To do → All lines of the material must be output verbatim.

..........

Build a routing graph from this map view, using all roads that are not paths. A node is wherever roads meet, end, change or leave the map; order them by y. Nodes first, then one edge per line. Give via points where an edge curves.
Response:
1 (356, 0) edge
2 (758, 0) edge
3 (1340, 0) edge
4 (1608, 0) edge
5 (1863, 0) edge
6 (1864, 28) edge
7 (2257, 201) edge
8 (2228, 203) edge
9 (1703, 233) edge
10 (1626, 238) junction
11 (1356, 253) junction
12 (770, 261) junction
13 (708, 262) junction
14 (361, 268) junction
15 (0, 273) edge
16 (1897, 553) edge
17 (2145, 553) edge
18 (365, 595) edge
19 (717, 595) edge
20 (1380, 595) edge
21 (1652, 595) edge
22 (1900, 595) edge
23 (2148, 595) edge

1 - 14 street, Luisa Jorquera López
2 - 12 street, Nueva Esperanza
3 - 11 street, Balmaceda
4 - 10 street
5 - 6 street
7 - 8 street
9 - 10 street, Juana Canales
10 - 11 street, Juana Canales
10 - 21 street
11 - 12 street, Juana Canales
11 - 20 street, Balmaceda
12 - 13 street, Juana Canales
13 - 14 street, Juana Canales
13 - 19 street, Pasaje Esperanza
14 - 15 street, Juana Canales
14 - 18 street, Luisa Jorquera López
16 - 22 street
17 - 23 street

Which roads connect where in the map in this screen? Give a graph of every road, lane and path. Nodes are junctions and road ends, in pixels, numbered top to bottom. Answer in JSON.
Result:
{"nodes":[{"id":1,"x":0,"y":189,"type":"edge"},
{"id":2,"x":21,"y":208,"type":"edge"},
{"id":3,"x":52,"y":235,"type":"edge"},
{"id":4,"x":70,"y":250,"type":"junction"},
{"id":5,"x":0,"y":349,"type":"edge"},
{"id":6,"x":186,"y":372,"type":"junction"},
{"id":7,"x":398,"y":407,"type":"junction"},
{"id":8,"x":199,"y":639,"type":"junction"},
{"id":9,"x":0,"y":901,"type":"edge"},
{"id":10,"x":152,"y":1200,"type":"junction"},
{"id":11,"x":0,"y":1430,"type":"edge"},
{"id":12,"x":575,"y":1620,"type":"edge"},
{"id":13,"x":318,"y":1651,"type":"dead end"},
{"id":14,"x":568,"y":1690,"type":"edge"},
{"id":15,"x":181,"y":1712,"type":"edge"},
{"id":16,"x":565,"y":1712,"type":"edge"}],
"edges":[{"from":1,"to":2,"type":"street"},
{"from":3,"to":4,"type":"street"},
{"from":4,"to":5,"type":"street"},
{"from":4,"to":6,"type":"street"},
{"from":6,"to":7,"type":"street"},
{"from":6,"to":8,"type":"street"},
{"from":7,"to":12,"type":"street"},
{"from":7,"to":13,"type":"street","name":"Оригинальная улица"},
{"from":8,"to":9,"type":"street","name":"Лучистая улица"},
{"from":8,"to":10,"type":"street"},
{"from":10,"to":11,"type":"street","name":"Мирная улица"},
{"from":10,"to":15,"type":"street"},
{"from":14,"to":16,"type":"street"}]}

..........

Finished task →
Build a routing graph from this map view, using all roads that are not paths. A node is wherever roads meet, end, change or leave the map; order them by y. Nodes first, then one edge per line. Give via points where an edge curves.
Response:
1 (356, 0) edge
2 (758, 0) edge
3 (1340, 0) edge
4 (1608, 0) edge
5 (1863, 0) edge
6 (1864, 28) edge
7 (2257, 201) edge
8 (2228, 203) edge
9 (1703, 233) edge
10 (1626, 238) junction
11 (1356, 253) junction
12 (770, 261) junction
13 (708, 262) junction
14 (361, 268) junction
15 (0, 273) edge
16 (1897, 553) edge
17 (2145, 553) edge
18 (365, 595) edge
19 (717, 595) edge
20 (1380, 595) edge
21 (1652, 595) edge
22 (1900, 595) edge
23 (2148, 595) edge

1 - 14 street, Luisa Jorquera López
2 - 12 street, Nueva Esperanza
3 - 11 street, Balmaceda
4 - 10 street
5 - 6 street
7 - 8 street
9 - 10 street, Juana Canales
10 - 11 street, Juana Canales
10 - 21 street
11 - 12 street, Juana Canales
11 - 20 street, Balmaceda
12 - 13 street, Juana Canales
13 - 14 street, Juana Canales
13 - 19 street, Pasaje Esperanza
14 - 15 street, Juana Canales
14 - 18 street, Luisa Jorquera López
16 - 22 street
17 - 23 street

Which roads connect where in the map in this screen? Give a graph of every road, lane and path. Nodes are junctions and road ends, in pixels, numbered top to bottom. Answer in JSON.
Result:
{"nodes":[{"id":1,"x":0,"y":189,"type":"edge"},
{"id":2,"x":21,"y":208,"type":"edge"},
{"id":3,"x":52,"y":235,"type":"edge"},
{"id":4,"x":70,"y":250,"type":"junction"},
{"id":5,"x":0,"y":349,"type":"edge"},
{"id":6,"x":186,"y":372,"type":"junction"},
{"id":7,"x":398,"y":407,"type":"junction"},
{"id":8,"x":199,"y":639,"type":"junction"},
{"id":9,"x":0,"y":901,"type":"edge"},
{"id":10,"x":152,"y":1200,"type":"junction"},
{"id":11,"x":0,"y":1430,"type":"edge"},
{"id":12,"x":575,"y":1620,"type":"edge"},
{"id":13,"x":318,"y":1651,"type":"dead end"},
{"id":14,"x":568,"y":1690,"type":"edge"},
{"id":15,"x":181,"y":1712,"type":"edge"},
{"id":16,"x":565,"y":1712,"type":"edge"}],
"edges":[{"from":1,"to":2,"type":"street"},
{"from":3,"to":4,"type":"street"},
{"from":4,"to":5,"type":"street"},
{"from":4,"to":6,"type":"street"},
{"from":6,"to":7,"type":"street"},
{"from":6,"to":8,"type":"street"},
{"from":7,"to":12,"type":"street"},
{"from":7,"to":13,"type":"street","name":"Оригинальная улица"},
{"from":8,"to":9,"type":"street","name":"Лучистая улица"},
{"from":8,"to":10,"type":"street"},
{"from":10,"to":11,"type":"street","name":"Мирная улица"},
{"from":10,"to":15,"type":"street"},
{"from":14,"to":16,"type":"street"}]}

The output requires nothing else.